TASK INSTRUCTIONS: Your response should consist of the lines below, printed exactly.
========================
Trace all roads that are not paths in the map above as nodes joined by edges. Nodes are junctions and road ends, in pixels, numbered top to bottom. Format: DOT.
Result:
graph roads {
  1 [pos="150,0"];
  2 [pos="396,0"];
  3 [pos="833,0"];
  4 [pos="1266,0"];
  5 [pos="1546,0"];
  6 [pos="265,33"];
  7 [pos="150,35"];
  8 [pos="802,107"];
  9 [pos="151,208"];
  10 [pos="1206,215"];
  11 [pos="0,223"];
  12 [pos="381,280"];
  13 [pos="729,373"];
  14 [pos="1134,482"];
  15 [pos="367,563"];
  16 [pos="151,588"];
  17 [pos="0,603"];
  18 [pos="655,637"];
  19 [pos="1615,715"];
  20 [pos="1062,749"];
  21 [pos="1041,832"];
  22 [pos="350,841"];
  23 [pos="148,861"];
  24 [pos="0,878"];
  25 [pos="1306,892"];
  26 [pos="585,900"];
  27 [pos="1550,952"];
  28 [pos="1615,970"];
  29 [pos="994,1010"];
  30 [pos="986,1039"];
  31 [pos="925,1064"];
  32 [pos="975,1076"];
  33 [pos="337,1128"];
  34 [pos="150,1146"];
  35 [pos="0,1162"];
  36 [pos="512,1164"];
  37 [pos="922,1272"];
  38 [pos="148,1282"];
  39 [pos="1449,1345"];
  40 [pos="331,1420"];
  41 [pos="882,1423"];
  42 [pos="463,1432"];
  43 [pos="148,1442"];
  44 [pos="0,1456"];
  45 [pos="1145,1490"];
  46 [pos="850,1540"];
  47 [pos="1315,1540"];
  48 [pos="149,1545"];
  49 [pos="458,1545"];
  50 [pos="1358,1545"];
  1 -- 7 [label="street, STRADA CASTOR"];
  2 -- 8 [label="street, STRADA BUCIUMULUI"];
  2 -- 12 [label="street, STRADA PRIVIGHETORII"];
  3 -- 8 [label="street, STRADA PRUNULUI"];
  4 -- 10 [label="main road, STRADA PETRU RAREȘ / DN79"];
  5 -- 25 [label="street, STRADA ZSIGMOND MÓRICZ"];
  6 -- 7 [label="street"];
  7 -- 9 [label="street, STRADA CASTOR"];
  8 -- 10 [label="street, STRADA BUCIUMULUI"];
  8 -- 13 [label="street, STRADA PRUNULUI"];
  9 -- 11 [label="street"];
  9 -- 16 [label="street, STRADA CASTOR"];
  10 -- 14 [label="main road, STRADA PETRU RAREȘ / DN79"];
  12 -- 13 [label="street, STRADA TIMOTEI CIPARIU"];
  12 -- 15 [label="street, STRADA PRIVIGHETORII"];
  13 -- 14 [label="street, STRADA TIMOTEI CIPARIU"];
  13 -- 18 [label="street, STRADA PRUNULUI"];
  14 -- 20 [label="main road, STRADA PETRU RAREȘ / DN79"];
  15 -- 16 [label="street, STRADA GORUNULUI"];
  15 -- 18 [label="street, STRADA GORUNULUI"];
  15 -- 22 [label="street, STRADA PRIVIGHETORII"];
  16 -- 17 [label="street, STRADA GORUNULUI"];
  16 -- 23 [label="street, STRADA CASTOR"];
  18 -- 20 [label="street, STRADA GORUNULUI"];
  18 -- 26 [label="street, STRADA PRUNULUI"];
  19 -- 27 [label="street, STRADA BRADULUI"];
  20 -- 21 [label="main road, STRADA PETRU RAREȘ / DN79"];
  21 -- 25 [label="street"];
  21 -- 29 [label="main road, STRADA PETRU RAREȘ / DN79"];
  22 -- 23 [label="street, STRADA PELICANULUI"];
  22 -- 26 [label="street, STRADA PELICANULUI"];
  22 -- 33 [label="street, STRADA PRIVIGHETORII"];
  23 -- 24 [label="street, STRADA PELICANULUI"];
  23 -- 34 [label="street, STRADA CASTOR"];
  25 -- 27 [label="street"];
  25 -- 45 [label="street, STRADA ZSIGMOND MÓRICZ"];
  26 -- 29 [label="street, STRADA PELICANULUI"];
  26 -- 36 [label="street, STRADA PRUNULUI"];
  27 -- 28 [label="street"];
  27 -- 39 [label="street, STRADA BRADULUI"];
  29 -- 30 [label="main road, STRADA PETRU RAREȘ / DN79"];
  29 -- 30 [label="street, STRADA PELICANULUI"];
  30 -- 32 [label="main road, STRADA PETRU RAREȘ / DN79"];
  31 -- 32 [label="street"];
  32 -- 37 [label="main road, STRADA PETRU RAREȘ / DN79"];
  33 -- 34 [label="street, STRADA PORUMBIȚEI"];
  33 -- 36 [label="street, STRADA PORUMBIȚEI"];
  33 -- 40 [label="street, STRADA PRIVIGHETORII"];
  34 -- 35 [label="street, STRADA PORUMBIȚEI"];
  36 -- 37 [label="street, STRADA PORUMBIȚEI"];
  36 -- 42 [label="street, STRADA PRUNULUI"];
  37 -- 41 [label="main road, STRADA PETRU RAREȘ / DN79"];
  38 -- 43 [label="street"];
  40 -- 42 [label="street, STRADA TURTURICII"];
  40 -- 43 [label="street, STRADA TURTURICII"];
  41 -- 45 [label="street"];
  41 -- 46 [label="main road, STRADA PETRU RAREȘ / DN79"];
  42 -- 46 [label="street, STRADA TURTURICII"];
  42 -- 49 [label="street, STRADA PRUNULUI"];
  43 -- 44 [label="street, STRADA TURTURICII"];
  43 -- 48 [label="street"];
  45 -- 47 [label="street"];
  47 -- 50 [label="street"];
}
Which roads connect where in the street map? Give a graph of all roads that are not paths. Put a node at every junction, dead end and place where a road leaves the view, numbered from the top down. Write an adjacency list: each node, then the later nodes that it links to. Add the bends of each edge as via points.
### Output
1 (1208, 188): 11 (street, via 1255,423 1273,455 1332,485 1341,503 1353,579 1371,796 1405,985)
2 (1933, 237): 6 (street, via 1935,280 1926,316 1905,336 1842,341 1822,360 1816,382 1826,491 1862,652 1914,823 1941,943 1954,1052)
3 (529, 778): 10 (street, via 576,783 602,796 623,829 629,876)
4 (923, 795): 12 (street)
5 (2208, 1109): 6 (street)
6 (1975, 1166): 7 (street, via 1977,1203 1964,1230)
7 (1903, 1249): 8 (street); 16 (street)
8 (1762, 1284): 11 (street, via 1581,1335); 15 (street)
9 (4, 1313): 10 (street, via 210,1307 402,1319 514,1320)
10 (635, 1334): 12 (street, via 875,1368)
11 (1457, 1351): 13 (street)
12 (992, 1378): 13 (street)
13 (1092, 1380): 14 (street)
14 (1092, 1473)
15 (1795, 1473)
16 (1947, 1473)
========================
ANSWER TO THIS TASK:
Trace all roads that are not paths in the map above as nodes joined by edges. Nodes are junctions and road ends, in pixels, numbered top to bottom. Format: DOT.
Result:
graph roads {
  1 [pos="150,0"];
  2 [pos="396,0"];
  3 [pos="833,0"];
  4 [pos="1266,0"];
  5 [pos="1546,0"];
  6 [pos="265,33"];
  7 [pos="150,35"];
  8 [pos="802,107"];
  9 [pos="151,208"];
  10 [pos="1206,215"];
  11 [pos="0,223"];
  12 [pos="381,280"];
  13 [pos="729,373"];
  14 [pos="1134,482"];
  15 [pos="367,563"];
  16 [pos="151,588"];
  17 [pos="0,603"];
  18 [pos="655,637"];
  19 [pos="1615,715"];
  20 [pos="1062,749"];
  21 [pos="1041,832"];
  22 [pos="350,841"];
  23 [pos="148,861"];
  24 [pos="0,878"];
  25 [pos="1306,892"];
  26 [pos="585,900"];
  27 [pos="1550,952"];
  28 [pos="1615,970"];
  29 [pos="994,1010"];
  30 [pos="986,1039"];
  31 [pos="925,1064"];
  32 [pos="975,1076"];
  33 [pos="337,1128"];
  34 [pos="150,1146"];
  35 [pos="0,1162"];
  36 [pos="512,1164"];
  37 [pos="922,1272"];
  38 [pos="148,1282"];
  39 [pos="1449,1345"];
  40 [pos="331,1420"];
  41 [pos="882,1423"];
  42 [pos="463,1432"];
  43 [pos="148,1442"];
  44 [pos="0,1456"];
  45 [pos="1145,1490"];
  46 [pos="850,1540"];
  47 [pos="1315,1540"];
  48 [pos="149,1545"];
  49 [pos="458,1545"];
  50 [pos="1358,1545"];
  1 -- 7 [label="street, STRADA CASTOR"];
  2 -- 8 [label="street, STRADA BUCIUMULUI"];
  2 -- 12 [label="street, STRADA PRIVIGHETORII"];
  3 -- 8 [label="street, STRADA PRUNULUI"];
  4 -- 10 [label="main road, STRADA PETRU RAREȘ / DN79"];
  5 -- 25 [label="street, STRADA ZSIGMOND MÓRICZ"];
  6 -- 7 [label="street"];
  7 -- 9 [label="street, STRADA CASTOR"];
  8 -- 10 [label="street, STRADA BUCIUMULUI"];
  8 -- 13 [label="street, STRADA PRUNULUI"];
  9 -- 11 [label="street"];
  9 -- 16 [label="street, STRADA CASTOR"];
  10 -- 14 [label="main road, STRADA PETRU RAREȘ / DN79"];
  12 -- 13 [label="street, STRADA TIMOTEI CIPARIU"];
  12 -- 15 [label="street, STRADA PRIVIGHETORII"];
  13 -- 14 [label="street, STRADA TIMOTEI CIPARIU"];
  13 -- 18 [label="street, STRADA PRUNULUI"];
  14 -- 20 [label="main road, STRADA PETRU RAREȘ / DN79"];
  15 -- 16 [label="street, STRADA GORUNULUI"];
  15 -- 18 [label="street, STRADA GORUNULUI"];
  15 -- 22 [label="street, STRADA PRIVIGHETORII"];
  16 -- 17 [label="street, STRADA GORUNULUI"];
  16 -- 23 [label="street, STRADA CASTOR"];
  18 -- 20 [label="street, STRADA GORUNULUI"];
  18 -- 26 [label="street, STRADA PRUNULUI"];
  19 -- 27 [label="street, STRADA BRADULUI"];
  20 -- 21 [label="main road, STRADA PETRU RAREȘ / DN79"];
  21 -- 25 [label="street"];
  21 -- 29 [label="main road, STRADA PETRU RAREȘ / DN79"];
  22 -- 23 [label="street, STRADA PELICANULUI"];
  22 -- 26 [label="street, STRADA PELICANULUI"];
  22 -- 33 [label="street, STRADA PRIVIGHETORII"];
  23 -- 24 [label="street, STRADA PELICANULUI"];
  23 -- 34 [label="street, STRADA CASTOR"];
  25 -- 27 [label="street"];
  25 -- 45 [label="street, STRADA ZSIGMOND MÓRICZ"];
  26 -- 29 [label="street, STRADA PELICANULUI"];
  26 -- 36 [label="street, STRADA PRUNULUI"];
  27 -- 28 [label="street"];
  27 -- 39 [label="street, STRADA BRADULUI"];
  29 -- 30 [label="main road, STRADA PETRU RAREȘ / DN79"];
  29 -- 30 [label="street, STRADA PELICANULUI"];
  30 -- 32 [label="main road, STRADA PETRU RAREȘ / DN79"];
  31 -- 32 [label="street"];
  32 -- 37 [label="main road, STRADA PETRU RAREȘ / DN79"];
  33 -- 34 [label="street, STRADA PORUMBIȚEI"];
  33 -- 36 [label="street, STRADA PORUMBIȚEI"];
  33 -- 40 [label="street, STRADA PRIVIGHETORII"];
  34 -- 35 [label="street, STRADA PORUMBIȚEI"];
  36 -- 37 [label="street, STRADA PORUMBIȚEI"];
  36 -- 42 [label="street, STRADA PRUNULUI"];
  37 -- 41 [label="main road, STRADA PETRU RAREȘ / DN79"];
  38 -- 43 [label="street"];
  40 -- 42 [label="street, STRADA TURTURICII"];
  40 -- 43 [label="street, STRADA TURTURICII"];
  41 -- 45 [label="street"];
  41 -- 46 [label="main road, STRADA PETRU RAREȘ / DN79"];
  42 -- 46 [label="street, STRADA TURTURICII"];
  42 -- 49 [label="street, STRADA PRUNULUI"];
  43 -- 44 [label="street, STRADA TURTURICII"];
  43 -- 48 [label="street"];
  45 -- 47 [label="street"];
  47 -- 50 [label="street"];
}
Which roads connect where in the street map? Give a graph of all roads that are not paths. Put a node at every junction, dead end and place where a road leaves the view, numbered from the top down. Write an adjacency list: each node, then the later nodes that it links to. Add the bends of each edge as via points.
### Output
1 (1208, 188): 11 (street, via 1255,423 1273,455 1332,485 1341,503 1353,579 1371,796 1405,985)
2 (1933, 237): 6 (street, via 1935,280 1926,316 1905,336 1842,341 1822,360 1816,382 1826,491 1862,652 1914,823 1941,943 1954,1052)
3 (529, 778): 10 (street, via 576,783 602,796 623,829 629,876)
4 (923, 795): 12 (street)
5 (2208, 1109): 6 (street)
6 (1975, 1166): 7 (street, via 1977,1203 1964,1230)
7 (1903, 1249): 8 (street); 16 (street)
8 (1762, 1284): 11 (street, via 1581,1335); 15 (street)
9 (4, 1313): 10 (street, via 210,1307 402,1319 514,1320)
10 (635, 1334): 12 (street, via 875,1368)
11 (1457, 1351): 13 (street)
12 (992, 1378): 13 (street)
13 (1092, 1380): 14 (street)
14 (1092, 1473)
15 (1795, 1473)
16 (1947, 1473)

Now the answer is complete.